Это было сказано таким тоном, что я подумал, что надо в течение часа-двух рассказать что-то такое. Я пришел, а оказалось, мне предлагают читать физику в техникуме (это была тогда единая организация с институтом, с единым директором). И я ни много ни мало преподавал физику в этом самом техникуме. А потом стал преподавать в институте. И с тех пор я преподаю, по сегодняшнее время.
– А начинали вы, по сути, в период становления МИФИ?
– Да. Я пришел на второй год работы института в нашем городе. Там ничего еще не было организовано. И вот мы с Комиссаровым стали уже преподавать. Как-то идем: «Ба! Марс Думанов! Ты откуда появился?» – «А я с Красноярска, у меня здесь стажировка…» С Марсом мы были знакомы и по учебе, и по жизни в общежитии. Мы жили в общежитии спецфака, оно было компактное, в нем жили студенты только нашего факультета, аудитории тоже были компактные, вход – по отдельным пропускам.
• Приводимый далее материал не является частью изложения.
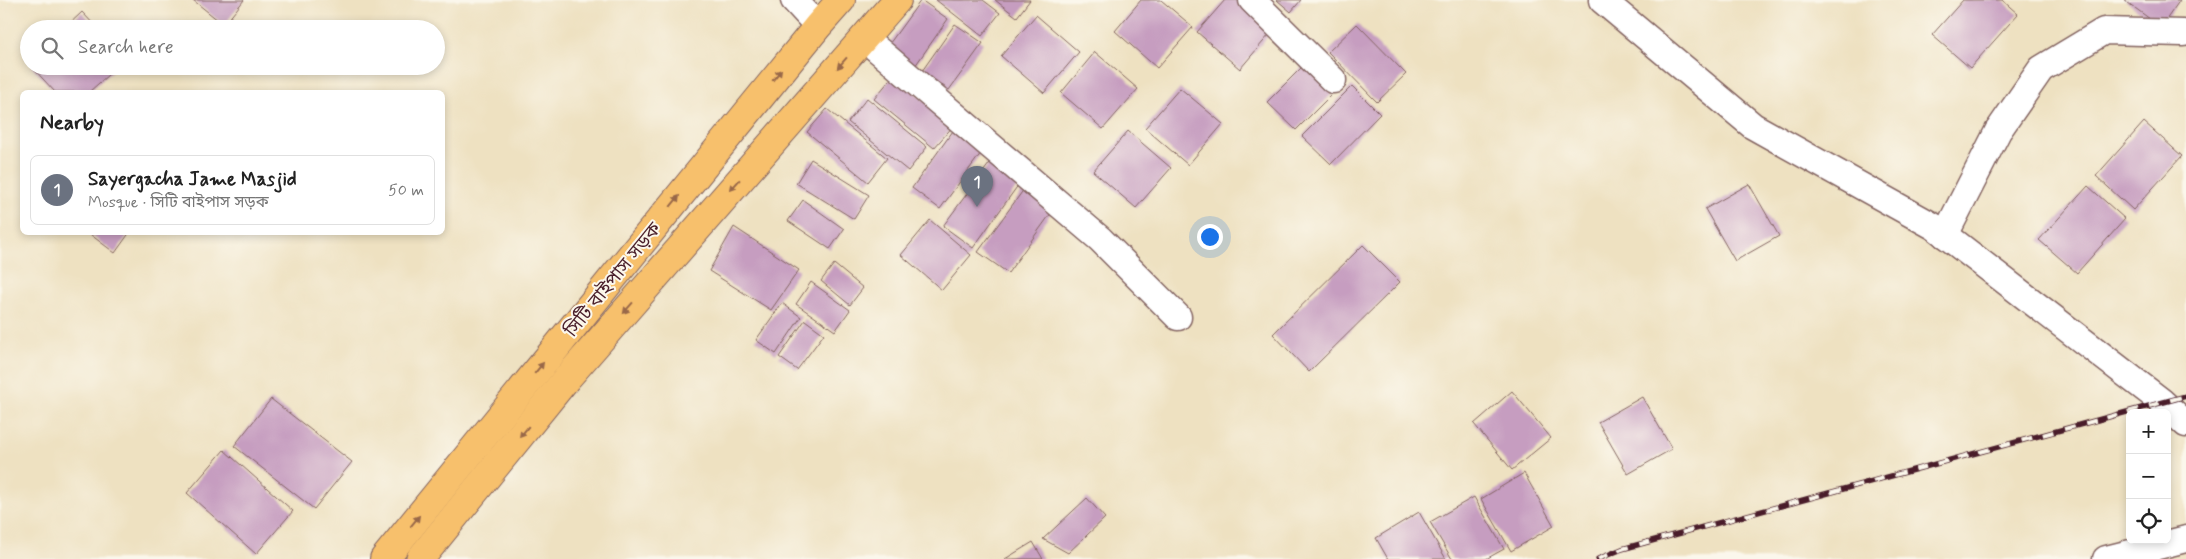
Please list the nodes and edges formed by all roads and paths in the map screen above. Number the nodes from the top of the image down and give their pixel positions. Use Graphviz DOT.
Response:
graph roads {
  1 [pos="794,0"];
  2 [pos="841,0"];
  3 [pos="897,0"];
  4 [pos="1252,0"];
  5 [pos="1602,0"];
  6 [pos="818,26"];
  7 [pos="2183,33"];
  8 [pos="864,38"];
  9 [pos="1333,80"];
  10 [pos="1945,235"];
  11 [pos="1178,317"];
  12 [pos="2186,424"];
  13 [pos="2186,539"];
  14 [pos="384,559"];
  15 [pos="420,559"];
  16 [pos="2106,559"];
  1 -- 6 [label="street"];
  2 -- 6 [label="main road, সিটি বাইপাস সড়ক"];
  3 -- 8 [label="main road"];
  4 -- 9 [label="street"];
  5 -- 10 [label="street"];
  14 -- 6 [label="main road, সিটি বাইপাস সড়ক, one-way"];
  7 -- 10 [label="street"];
  8 -- 11 [label="street"];
  8 -- 15 [label="main road, one-way"];
  10 -- 12 [label="street"];
  13 -- 16 [label="street"];
}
И вот мы Марсу и говорим: «Давай-ка к нам в институт. Преподавать…» Так он начал работать в нашем институте.
Мы, кстати, вместе получали Государственную премию. Он тоже стал лауреатом, вместе со мной. Я был руководителем этой группы, всей, которая туда входит, потому что наше ОКБ головное по министерству было. Я был начальником ОКБ КИПиА, а вот Марс Юнусович – приборист этого завода, еще был с Томска-7 главный приборист, с Красноярска-26 главный приборист, из московских институтов… Такая вот команда была…
– А в институте что преподавали тогда?
– Здесь мы с Думановым много работали по организации кафедры «Электроника и автоматика». Марс преподавал «Теоретические основы электротехники», «Электротехнику» и ряд других предметов электрического направления. Я потом преподавал дисциплины приборного направления, тоже электрические, только более компактные, направленные на приборы. Марс развил бурную деятельность, и мы друг с другом часто советовались, обсуждали…
– Кто еще вместе с вами приехал в Озёрск?
– Кроме Саши Комиссарова, который впоследствии погиб в автокатастрофе, со мной вместе приехали Спирин (в последнее время он был директором завода 156), Толик Жаров (он был главным инженером завода 23). Вот нас четверо. А следующий поток был – Думанов, Галустьян (начальником ИВЦ работал в последнее время), Мозговой (главный приборист завода 25) и кто-то еще… Толя Никифоров, по-моему. Он потом уехал в Мурманск на атомную станцию.